* **Directions**:
Output the entries below without any alteration.

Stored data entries
***

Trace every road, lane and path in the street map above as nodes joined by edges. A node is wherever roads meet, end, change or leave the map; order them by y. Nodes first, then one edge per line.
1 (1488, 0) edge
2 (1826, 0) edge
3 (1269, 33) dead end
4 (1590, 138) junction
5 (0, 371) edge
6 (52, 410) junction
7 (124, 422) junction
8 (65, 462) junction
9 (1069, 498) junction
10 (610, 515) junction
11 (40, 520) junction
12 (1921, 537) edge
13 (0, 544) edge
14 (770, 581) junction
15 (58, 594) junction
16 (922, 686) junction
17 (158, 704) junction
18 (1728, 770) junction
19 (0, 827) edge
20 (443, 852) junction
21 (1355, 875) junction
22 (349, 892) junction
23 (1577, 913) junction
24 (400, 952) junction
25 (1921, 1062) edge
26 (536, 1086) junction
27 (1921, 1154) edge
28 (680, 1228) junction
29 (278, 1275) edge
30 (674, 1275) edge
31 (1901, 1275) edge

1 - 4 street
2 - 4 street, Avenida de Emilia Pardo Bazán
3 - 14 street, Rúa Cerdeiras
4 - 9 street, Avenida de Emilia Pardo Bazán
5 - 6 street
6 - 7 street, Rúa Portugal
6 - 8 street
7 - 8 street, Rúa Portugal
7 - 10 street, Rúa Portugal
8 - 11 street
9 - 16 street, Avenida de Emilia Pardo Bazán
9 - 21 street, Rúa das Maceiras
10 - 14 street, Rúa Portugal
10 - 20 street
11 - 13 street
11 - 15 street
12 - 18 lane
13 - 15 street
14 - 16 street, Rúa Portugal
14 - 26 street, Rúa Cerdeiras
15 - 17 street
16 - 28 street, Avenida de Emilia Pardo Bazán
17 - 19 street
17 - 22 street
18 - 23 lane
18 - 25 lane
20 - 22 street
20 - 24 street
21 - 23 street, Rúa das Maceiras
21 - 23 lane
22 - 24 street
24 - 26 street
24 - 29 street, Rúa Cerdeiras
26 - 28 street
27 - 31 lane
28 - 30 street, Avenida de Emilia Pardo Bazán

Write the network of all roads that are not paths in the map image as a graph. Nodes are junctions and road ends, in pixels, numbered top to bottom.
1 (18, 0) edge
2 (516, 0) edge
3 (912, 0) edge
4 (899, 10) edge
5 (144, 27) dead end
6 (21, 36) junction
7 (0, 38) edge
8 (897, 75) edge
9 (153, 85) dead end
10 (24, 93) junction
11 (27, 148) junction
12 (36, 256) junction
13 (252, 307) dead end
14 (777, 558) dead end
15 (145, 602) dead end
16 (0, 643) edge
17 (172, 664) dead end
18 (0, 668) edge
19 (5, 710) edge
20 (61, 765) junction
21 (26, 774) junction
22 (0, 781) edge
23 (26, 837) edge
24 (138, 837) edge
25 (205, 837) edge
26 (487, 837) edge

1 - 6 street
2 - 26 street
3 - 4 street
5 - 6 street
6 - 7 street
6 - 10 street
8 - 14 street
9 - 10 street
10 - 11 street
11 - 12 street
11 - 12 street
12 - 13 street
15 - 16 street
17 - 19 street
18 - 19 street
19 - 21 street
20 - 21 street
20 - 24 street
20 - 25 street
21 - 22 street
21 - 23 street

***

* **Answer below**:
Trace every road, lane and path in the street map above as nodes joined by edges. A node is wherever roads meet, end, change or leave the map; order them by y. Nodes first, then one edge per line.
1 (1488, 0) edge
2 (1826, 0) edge
3 (1269, 33) dead end
4 (1590, 138) junction
5 (0, 371) edge
6 (52, 410) junction
7 (124, 422) junction
8 (65, 462) junction
9 (1069, 498) junction
10 (610, 515) junction
11 (40, 520) junction
12 (1921, 537) edge
13 (0, 544) edge
14 (770, 581) junction
15 (58, 594) junction
16 (922, 686) junction
17 (158, 704) junction
18 (1728, 770) junction
19 (0, 827) edge
20 (443, 852) junction
21 (1355, 875) junction
22 (349, 892) junction
23 (1577, 913) junction
24 (400, 952) junction
25 (1921, 1062) edge
26 (536, 1086) junction
27 (1921, 1154) edge
28 (680, 1228) junction
29 (278, 1275) edge
30 (674, 1275) edge
31 (1901, 1275) edge

1 - 4 street
2 - 4 street, Avenida de Emilia Pardo Bazán
3 - 14 street, Rúa Cerdeiras
4 - 9 street, Avenida de Emilia Pardo Bazán
5 - 6 street
6 - 7 street, Rúa Portugal
6 - 8 street
7 - 8 street, Rúa Portugal
7 - 10 street, Rúa Portugal
8 - 11 street
9 - 16 street, Avenida de Emilia Pardo Bazán
9 - 21 street, Rúa das Maceiras
10 - 14 street, Rúa Portugal
10 - 20 street
11 - 13 street
11 - 15 street
12 - 18 lane
13 - 15 street
14 - 16 street, Rúa Portugal
14 - 26 street, Rúa Cerdeiras
15 - 17 street
16 - 28 street, Avenida de Emilia Pardo Bazán
17 - 19 street
17 - 22 street
18 - 23 lane
18 - 25 lane
20 - 22 street
20 - 24 street
21 - 23 street, Rúa das Maceiras
21 - 23 lane
22 - 24 street
24 - 26 street
24 - 29 street, Rúa Cerdeiras
26 - 28 street
27 - 31 lane
28 - 30 street, Avenida de Emilia Pardo Bazán

Write the network of all roads that are not paths in the map image as a graph. Nodes are junctions and road ends, in pixels, numbered top to bottom.
1 (18, 0) edge
2 (516, 0) edge
3 (912, 0) edge
4 (899, 10) edge
5 (144, 27) dead end
6 (21, 36) junction
7 (0, 38) edge
8 (897, 75) edge
9 (153, 85) dead end
10 (24, 93) junction
11 (27, 148) junction
12 (36, 256) junction
13 (252, 307) dead end
14 (777, 558) dead end
15 (145, 602) dead end
16 (0, 643) edge
17 (172, 664) dead end
18 (0, 668) edge
19 (5, 710) edge
20 (61, 765) junction
21 (26, 774) junction
22 (0, 781) edge
23 (26, 837) edge
24 (138, 837) edge
25 (205, 837) edge
26 (487, 837) edge

1 - 6 street
2 - 26 street
3 - 4 street
5 - 6 street
6 - 7 street
6 - 10 street
8 - 14 street
9 - 10 street
10 - 11 street
11 - 12 street
11 - 12 street
12 - 13 street
15 - 16 street
17 - 19 street
18 - 19 street
19 - 21 street
20 - 21 street
20 - 24 street
20 - 25 street
21 - 22 street
21 - 23 street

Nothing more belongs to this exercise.